▸ **ABOUT THIS EXERCISE**:
Scan the data below for the string "that". Show every line where it turns up.

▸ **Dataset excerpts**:

§ §

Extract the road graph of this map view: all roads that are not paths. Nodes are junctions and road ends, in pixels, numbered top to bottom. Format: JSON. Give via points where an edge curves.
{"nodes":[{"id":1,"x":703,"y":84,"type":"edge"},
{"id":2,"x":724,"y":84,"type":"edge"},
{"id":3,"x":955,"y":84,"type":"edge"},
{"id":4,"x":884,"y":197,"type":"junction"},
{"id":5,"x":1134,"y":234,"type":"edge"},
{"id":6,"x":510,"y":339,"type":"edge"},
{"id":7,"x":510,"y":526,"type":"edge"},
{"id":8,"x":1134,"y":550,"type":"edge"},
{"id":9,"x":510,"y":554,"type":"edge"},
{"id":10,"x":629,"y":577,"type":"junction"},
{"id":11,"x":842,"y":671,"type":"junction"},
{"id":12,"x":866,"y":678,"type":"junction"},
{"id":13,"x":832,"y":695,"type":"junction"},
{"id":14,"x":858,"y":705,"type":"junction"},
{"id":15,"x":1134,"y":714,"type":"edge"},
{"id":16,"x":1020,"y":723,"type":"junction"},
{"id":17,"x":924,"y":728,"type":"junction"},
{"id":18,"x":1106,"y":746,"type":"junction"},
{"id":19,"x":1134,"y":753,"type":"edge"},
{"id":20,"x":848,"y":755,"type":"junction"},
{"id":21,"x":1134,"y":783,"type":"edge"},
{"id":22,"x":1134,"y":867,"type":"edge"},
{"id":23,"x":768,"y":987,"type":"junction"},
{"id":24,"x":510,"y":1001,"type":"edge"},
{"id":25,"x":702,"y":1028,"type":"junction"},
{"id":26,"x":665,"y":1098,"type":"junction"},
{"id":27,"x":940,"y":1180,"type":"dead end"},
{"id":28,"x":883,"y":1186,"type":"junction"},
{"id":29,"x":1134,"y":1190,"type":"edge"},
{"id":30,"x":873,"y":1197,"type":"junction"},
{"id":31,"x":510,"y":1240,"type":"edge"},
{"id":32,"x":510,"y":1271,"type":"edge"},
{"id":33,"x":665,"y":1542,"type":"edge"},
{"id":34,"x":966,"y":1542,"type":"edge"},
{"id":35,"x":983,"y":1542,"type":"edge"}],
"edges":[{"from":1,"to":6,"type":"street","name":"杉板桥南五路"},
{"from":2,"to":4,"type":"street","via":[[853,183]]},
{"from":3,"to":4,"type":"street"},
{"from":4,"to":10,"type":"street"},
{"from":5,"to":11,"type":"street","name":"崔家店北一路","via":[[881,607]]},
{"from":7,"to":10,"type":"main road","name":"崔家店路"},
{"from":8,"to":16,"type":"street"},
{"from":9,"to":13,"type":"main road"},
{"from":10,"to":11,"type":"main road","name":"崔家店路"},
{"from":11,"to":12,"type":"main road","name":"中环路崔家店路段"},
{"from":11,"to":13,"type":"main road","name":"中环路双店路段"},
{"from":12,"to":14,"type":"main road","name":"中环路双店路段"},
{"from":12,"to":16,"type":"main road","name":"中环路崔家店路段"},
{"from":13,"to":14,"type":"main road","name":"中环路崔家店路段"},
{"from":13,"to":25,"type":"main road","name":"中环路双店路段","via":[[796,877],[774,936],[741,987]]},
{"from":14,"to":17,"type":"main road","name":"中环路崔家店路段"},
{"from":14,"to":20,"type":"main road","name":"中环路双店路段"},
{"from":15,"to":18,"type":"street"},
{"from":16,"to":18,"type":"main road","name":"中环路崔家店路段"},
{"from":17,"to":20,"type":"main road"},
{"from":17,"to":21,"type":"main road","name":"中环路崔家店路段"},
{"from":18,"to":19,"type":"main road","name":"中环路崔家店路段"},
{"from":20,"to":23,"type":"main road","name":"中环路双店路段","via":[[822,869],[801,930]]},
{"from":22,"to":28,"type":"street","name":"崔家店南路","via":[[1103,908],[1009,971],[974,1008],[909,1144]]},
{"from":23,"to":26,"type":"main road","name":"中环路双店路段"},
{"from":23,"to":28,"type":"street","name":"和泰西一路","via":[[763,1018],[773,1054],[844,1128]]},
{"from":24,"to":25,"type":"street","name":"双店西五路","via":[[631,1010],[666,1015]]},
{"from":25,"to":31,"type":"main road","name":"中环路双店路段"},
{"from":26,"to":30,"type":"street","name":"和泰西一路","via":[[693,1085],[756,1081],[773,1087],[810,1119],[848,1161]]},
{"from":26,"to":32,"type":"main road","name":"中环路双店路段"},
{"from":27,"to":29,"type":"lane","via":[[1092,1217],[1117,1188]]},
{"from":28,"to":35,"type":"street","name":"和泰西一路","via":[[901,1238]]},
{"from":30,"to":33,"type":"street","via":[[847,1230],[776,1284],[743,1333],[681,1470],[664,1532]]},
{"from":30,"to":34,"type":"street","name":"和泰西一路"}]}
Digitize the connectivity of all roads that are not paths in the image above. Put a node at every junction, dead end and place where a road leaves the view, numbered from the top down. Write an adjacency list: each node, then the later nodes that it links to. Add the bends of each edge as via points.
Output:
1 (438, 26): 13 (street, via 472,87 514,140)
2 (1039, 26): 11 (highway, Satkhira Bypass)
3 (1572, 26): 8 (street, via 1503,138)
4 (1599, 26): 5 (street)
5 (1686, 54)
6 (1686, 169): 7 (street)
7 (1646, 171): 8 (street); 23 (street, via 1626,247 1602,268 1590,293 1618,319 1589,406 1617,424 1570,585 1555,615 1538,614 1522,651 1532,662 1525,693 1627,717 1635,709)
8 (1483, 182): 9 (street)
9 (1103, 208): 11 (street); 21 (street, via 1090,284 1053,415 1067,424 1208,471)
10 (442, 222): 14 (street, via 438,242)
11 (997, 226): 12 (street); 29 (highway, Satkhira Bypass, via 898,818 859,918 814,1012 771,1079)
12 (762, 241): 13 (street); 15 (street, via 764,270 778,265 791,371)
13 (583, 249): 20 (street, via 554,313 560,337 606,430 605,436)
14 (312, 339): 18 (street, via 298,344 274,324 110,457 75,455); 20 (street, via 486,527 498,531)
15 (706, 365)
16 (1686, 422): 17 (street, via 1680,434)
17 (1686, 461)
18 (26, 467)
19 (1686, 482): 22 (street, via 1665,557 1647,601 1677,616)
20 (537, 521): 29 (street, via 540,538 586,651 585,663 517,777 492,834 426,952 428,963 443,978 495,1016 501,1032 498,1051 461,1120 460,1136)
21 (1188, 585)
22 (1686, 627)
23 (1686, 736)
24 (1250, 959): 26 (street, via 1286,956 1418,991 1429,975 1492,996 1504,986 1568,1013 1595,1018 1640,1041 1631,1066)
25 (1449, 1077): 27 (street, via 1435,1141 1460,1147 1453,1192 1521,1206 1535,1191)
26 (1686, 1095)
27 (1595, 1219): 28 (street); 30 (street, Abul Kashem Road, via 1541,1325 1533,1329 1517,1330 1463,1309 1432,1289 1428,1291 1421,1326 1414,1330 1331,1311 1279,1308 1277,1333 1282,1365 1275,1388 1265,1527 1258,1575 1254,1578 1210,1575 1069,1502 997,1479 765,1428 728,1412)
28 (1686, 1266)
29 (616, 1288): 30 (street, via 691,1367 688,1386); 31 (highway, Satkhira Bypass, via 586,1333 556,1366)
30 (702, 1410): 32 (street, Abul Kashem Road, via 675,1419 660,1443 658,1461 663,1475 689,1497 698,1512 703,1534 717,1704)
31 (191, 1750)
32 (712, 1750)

§ §

▸ **TASK ANSWER**:
Extract the road graph of this map view: all roads that are not paths. Nodes are junctions and road ends, in pixels, numbered top to bottom. Format: JSON. Give via points where an edge curves.
Digitize the connectivity of all roads that are not paths in the image above. Put a node at every junction, dead end and place where a road leaves the view, numbered from the top down. Write an adjacency list: each node, then the later nodes that it links to. Add the bends of each edge as via points.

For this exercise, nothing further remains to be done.